Unlike parallel data, monolingual data is often available from multi-sources such as the internet, documents, etc. Therefore, we use monolingual data to augment parallel data for the training process. To augment the data, we select the back-translation method. In this method, we must train a reverser NMT system from Vietnamese to English, and use it to translate Vietnamese texts. The input sentences and their translations were then paired to form pseudo-parallel data. Since the English-Vietnamese language pair is a low-resource language pair, we do not have enough parallel corpus in the legal domain to train a sufficiently good reverser NMT system. Therefore, our first proposal is to use the Google Translate application as a reverse machine translation system. This proposal takes advantage of Google Translate, which not only reduces the time for the experiments because we do not need to train a reverser system but also makes sense for low-resource language pairs such as the English-Vietnamese pair.
In practice, translations of the Google Translate application are better when the source sentences are properly structured and have full sentence components, such as subjects and predicates. Furthermore, the sentences did not contain any misspellings.
A caveat of using the back-translation method is the noise of output parallel text when the input text contains grammar errors or misspellings. This is particularly harmful to machine translation systems. Another side effect is that they generate large amounts of data and approximate translations, unlike how people translate them. When these data are used for training, they can introduce bias and result in translations that are less similar to human translations.
Therefore, our second proposal in this paper is to use a grammar error correction model for Vietnamese to correct some errors in the input Vietnamese texts for Google Translate to improve back-translation. We combine a grammar error correction model with the back-translation method, in which back-translation is performed using Google Translate to generate additional parallel data.
Currently, the transformer-based NMT systems are state-of-the-art NMT. However, this architecture does not translate long sentences effectively [39]. To improve the NMT system, we proposed a technique for data augmentation by pruning the phrase-table. First, we filter all long sentences in a parallel corpus and then generate a phrase-table by training an SMT system. This phrase table prunes out unlikely phrase pairs, which often have a low probability value. Finally, we have a parallel corpus that includes phrase pairs that are translations of each other.

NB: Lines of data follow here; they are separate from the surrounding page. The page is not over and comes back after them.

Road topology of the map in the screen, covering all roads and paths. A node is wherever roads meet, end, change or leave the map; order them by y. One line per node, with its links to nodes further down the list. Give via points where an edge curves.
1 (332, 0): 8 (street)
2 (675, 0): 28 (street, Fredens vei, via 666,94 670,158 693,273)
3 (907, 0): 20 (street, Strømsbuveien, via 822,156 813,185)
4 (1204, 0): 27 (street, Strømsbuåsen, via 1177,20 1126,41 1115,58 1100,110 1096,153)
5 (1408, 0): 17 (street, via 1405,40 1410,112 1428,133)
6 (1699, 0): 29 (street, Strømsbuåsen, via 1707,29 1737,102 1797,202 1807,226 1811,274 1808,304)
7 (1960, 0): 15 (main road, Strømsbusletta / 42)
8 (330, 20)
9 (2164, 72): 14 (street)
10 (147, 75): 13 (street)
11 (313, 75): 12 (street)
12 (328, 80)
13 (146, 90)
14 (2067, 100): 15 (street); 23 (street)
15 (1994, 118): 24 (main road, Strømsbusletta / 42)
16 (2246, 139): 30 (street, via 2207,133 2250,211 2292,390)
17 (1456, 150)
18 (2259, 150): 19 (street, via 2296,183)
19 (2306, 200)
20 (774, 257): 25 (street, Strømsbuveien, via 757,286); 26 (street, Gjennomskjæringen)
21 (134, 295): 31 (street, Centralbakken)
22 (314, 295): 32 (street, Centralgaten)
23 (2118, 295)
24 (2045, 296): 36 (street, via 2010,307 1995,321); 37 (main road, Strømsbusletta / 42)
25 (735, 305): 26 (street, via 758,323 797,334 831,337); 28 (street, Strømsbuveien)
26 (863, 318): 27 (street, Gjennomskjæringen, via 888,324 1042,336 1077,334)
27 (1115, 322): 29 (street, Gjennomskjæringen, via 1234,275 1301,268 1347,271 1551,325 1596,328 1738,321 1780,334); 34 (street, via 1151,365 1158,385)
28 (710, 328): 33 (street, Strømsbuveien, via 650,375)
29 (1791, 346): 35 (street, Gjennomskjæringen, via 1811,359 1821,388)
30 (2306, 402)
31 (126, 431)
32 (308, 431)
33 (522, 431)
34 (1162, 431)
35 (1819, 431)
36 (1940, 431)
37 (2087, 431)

The proposed method described in Figure 1 consists of three steps: checking and correcting grammatical errors, back-translation using Google Translate, and training an English-Vietnamese neural machine translation system.
The illustration of our proposed method consists of three steps: 1) check and correct grammatical errors for legal domain text, and create a phrase dictionary; 2) Use Google Translate as a reverser model in back-translation method; 3) Synthesise a parallel corpus from the text which is corrected for grammatical errors in Step 1 and the translation of the Google Translate in Step 2. This synthetic parallel corpus is combined with the original parallel corpus and the phrase dictionary for training a domain NMT model.
1) Step 1
Check and correct grammatical errors. We use a model to check and correct grammatical errors for Vietnamese text. We consider this grammatical correction as a machine translation task, where the wrong grammar text and the right grammar text are treated as the source language and the target language, respectively, as in [25]. We also used the NMT architecture to train a model for the grammar error correction task, which was improved more than the models in [25]. We used the transformer-based NMT architecture throughout this work, as it is the current state-of-the-art. Step 1 is illustrated in Figure 2.
2) Step 2
The Back-translation using Google Translate. Our purpose was to generate a domain-parallel corpus from monolingual data for the English-Vietnamese language pair. We use the Google Translate application to translate monolingual text from Vietnamese to English. In this case, the Google Translate application, like a high-quality reverser system for back-translation, generates a domain-parallel corpus from monolingual data. This parallel corpus is added to the original parallel corpus, as described in Step 3, to train the NMT system. An illustration of step 2 is shown in Figure 3.
3) Step 3
Training an English-Vietnamese neural machine translation system. Parallel data sets for training were obtained from the original parallel corpus and the parallel corpus generated in Step 2. The two corpora are mixed under different ratios. We trained an NMT system from English to Vietnamese, and then we evaluated the system’s quality when translating texts into other domains. This is the most interesting scenario that allows us to trace changes in the quality of our systems when we change the mix ratio of the two types of parallel data. Step 3 is illustrated in Figure 4.
Combining the synthetic parallel corpus with the original parallel corpus for training a machine translation system.
D. Generating Dictionary Using Pruning the Phrase-Table
The phrase-table plays an important role in the traditional phrase statistical machine translation (SMT) system. During translation, a phrase-based SMT system relies heavily on phrase-table to generate outputs. Pruning of the phrase-table is introduced in SMT [13]. In SMT, the structure of the phrase-table is for each line: English phrase, Vietnamese phrase, and alignment points. Despite its simplicity, this method has been shown to be powerful for phrase-based translation, NMT as well, and unsupervised MT.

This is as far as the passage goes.